Maioliche arcaiche policrome
Agli inizi del XV secolo, nel 1406, la città di Pisa fu conquistata dai Fiorentini. Poco dopo gli scontri, quando l’economia cittadina e i mercati si stabilizzarono, gli occupanti introdussero nei commerci pisani delle ceramiche che superavano in pregio le manifatture locali. Si tratta del vasellame prodotto nel contado fiorentino, in particolar modo proveniente da Montelupo Fiorentino. I nuovi prodotti, denominati nella nostra epoca “Maioliche arcaiche blu”, “Zaffere a rilievo”, “Italo-moresche” o, più generalmente maioliche policrome, facevano largo uso di colori più vivaci, sgargianti, quali il blu o l’azzurro e il giallo, che donavano a queste ceramiche una maggiore bellezza rispetto alle maioliche arcaiche pisane. I ceramisti locali dunque, per far fronte a questa nuova concorrenza, tentarono di apportare modifiche al repertorio decorativo dei loro prodotti, introducendo nella tavolozza la nuova tonalità del giallo/arancio, che si accosta ai sempre caratteristici verde e bruno. L’innovazione riguardò solo la cromia delle maioliche, in quanto la morfologia delle forme e le “ricette” dei rivestimenti vetrosi rimasero invariate[38].

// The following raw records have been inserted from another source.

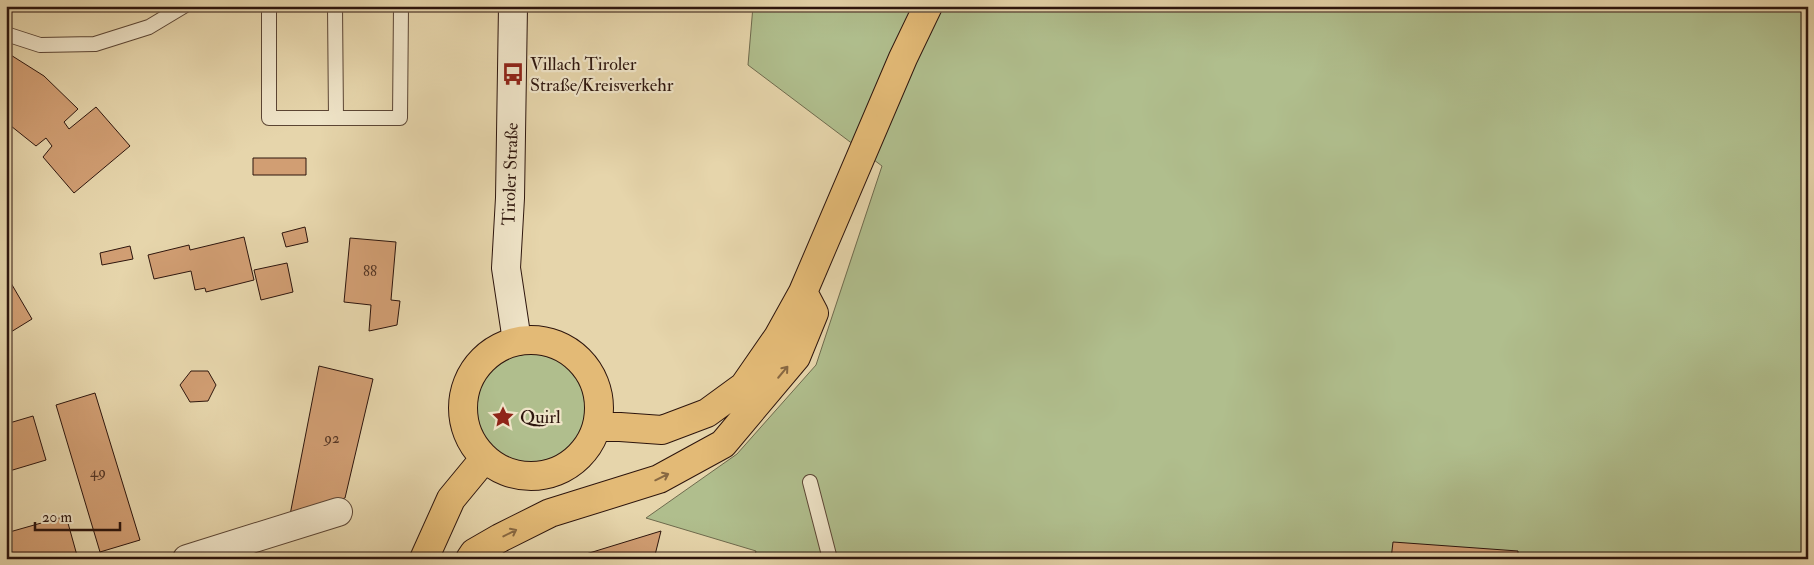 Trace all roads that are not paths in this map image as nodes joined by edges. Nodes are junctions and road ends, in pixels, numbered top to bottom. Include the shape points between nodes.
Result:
1 (184, 6) edge
2 (269, 6) edge
3 (335, 6) edge
4 (401, 6) edge
5 (513, 6) edge
6 (928, 6) edge
7 (6, 34) edge
8 (336, 118) junction
9 (803, 292) junction
10 (517, 341) junction
11 (598, 427) junction
12 (484, 459) junction
13 (810, 482) dead end
14 (338, 512) dead end
15 (187, 559) edge
16 (424, 559) edge
17 (470, 559) edge
18 (830, 559) edge

1 - 7 lane via 149,27 95,44 40,45
2 - 8 lane via 269,118
3 - 8 lane
4 - 8 lane via 400,118
5 - 10 main road, Tiroler Straße via 506,268
6 - 9 main road
9 - 11 main road via 778,337 744,386 707,413 662,430
17 -> 9 main road via 474,553 500,538 550,513 659,479 722,444 796,357 814,313
10 - 11 main road via 538,340 556,344 574,354 596,386 600,405
10 - 12 main road via 494,350 479,364 463,396 465,428
11 - 12 main road via 588,448 572,464 554,473 518,476
12 - 16 main road via 451,499
13 - 18 lane
14 - 15 main road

Le decorazioni tipiche delle maioliche arcaiche policrome
Motivi principali delle maioliche arcaiche policrome: si impostano principalmente su schemi geometrici, ad esempio raggi e girandole che, in base alla loro composizione, possono ricordare elementi ispirati al mondo vegetale. Oltre a questi, sono state individuate figure animali, volatili e quadrupedi, ma anche figure umane, testimoniate da figure femminili impreziosite soprattutto da elementi vegetali come foglie riempite con graticci[39].
Motivi secondari o sequenze delle maioliche arcaiche policrome: come per le maioliche arcaiche appartenenti ad altre categorie, le sequenze usate nelle policrome sono racchiuse in fasce delimitate da filetti. Quelli esterni sono in verde, quelli interni, cioè prossimi al motivo principale, sono in giallo. Le sequenze più comuni sono[40]:
Sequenza formata da serie di tratti obliqui tracciati in bruno che in base a come si articolano possono formare un reticolo.
Sequenza con elementi ad “S” di colore bruno; questi susseguendosi formano una catena.
Sequenza che si ispira al mondo vegetale, soprattutto foglie. I contorni di queste sono tracciati in bruno, mentre le venature sono in verde.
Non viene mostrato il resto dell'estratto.